Person
Augustine
Augustine was a bishop in the North African town of Hippo from AD 354 to 430. He is the most important Latin Christian thinker in history. He set the path for how Western Christians have thought about the Trinity, original sin, predestination, free will, the problem of evil, just war, the soul, and the church. Catholics call him a Doctor of the Church. Reformers like Luther and Calvin treated him as a key authority. Both Catholic and Protestant readings of the faith trace back to him.
Biography
Sponsored
- 354, Born at Thagaste, Numidia (modern Algeria). His father was a pagan. His mother, Monica, was a Christian.
- 372-386, Studied and taught in Carthage, Rome, and Milan.
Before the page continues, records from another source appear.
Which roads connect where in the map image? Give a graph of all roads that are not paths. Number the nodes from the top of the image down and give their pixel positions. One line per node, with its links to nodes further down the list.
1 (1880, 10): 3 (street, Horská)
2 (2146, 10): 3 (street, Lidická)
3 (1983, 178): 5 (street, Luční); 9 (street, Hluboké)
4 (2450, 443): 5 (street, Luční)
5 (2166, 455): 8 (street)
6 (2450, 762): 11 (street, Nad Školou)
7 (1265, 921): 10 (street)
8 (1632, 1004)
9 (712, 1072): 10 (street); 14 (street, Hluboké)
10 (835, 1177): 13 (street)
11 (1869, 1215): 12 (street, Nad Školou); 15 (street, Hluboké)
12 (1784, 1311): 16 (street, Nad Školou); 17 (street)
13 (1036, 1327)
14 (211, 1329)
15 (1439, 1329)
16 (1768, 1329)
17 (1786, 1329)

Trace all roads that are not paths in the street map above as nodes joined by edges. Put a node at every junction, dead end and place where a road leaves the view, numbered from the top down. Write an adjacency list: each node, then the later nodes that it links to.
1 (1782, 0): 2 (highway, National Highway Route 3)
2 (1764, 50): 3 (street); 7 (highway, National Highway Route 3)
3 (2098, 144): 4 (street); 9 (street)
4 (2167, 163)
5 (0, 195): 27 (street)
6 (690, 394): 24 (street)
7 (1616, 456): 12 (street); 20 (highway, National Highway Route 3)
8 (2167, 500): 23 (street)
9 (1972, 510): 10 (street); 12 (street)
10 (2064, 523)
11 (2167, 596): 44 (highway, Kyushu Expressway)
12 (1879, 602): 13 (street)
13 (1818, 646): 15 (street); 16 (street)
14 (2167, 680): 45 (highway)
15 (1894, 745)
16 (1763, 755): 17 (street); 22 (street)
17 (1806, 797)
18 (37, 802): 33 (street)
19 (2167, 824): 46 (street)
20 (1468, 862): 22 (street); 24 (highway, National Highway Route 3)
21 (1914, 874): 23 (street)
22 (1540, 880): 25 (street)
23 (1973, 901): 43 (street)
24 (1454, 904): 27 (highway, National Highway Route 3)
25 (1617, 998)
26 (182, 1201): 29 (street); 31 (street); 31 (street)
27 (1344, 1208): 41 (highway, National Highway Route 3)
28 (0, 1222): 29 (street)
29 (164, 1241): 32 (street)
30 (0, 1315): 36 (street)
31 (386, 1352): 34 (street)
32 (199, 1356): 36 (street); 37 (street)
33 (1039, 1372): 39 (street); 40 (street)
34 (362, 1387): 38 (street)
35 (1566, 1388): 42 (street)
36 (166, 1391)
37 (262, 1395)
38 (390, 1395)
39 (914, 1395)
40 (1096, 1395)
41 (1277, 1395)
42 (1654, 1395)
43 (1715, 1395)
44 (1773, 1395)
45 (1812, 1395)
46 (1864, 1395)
Followed Manichaeism (a religion that taught the world is split between equal forces of good and evil) for about 9 years before turning away from it.
- 386, Converted in a Milan garden after hearing a child's voice say tolle, lege, "take up and read." He opened the Bible to Romans 13:13-14. Ambrose baptized him in 387.
- 391, Ordained priest at Hippo.
- 395/396, Became bishop of Hippo.
- 396-430, Spent 34 years writing and pastoring.
- 430, Died while the Vandals besieged the city.
Major works
Augustine left behind a huge body of writing, about 5 million words:
Spiritual / autobiographical
- Confessions (Confessiones, 397-401), the first deep spiritual autobiography in Western literature. He tells the story of his sin, his search, and his conversion as a prayer to God.
Doctrinal
- On the Trinity (De Trinitate, 399-419), the foundational Western book on the Trinity. He looks for hints of the triune God in the human mind.
- City of God (De Civitate Dei, 413-426), written after Rome was sacked in 410. He divides history into two cities: the City of God and the City of Man.
- On Christian Doctrine (De Doctrina Christiana, 397-426), a guide to reading the Bible.
Anti-heretical
- Against the Manichaeans, a large body of work defending Christianity against the religion he had left behind.
- Against the Donatists, on church discipline and who counts as the true church.
- Anti-Pelagian writings (De Spiritu et Littera, De Natura et Gratia, De Gratia Christi, De Praedestinatione Sanctorum, De Correptione et Gratia, Contra Iulianum), on original sin, grace, and predestination. This set the Western view that humans cannot save themselves.
Other
- Enchiridion, a short handbook of doctrine.
- Sermons, hundreds of them.
- Letters, hundreds of them.
Major theological contributions
1. The doctrine of original sin
In his fights with Pelagius, Augustine taught that Adam's sin was passed down to every human being (Romans 5.12). People are born unable to choose good on their own. They need grace first. In Latin he called fallen humanity non posse non peccare, "unable not to sin," apart from grace. The will is real, but grace has to free it first.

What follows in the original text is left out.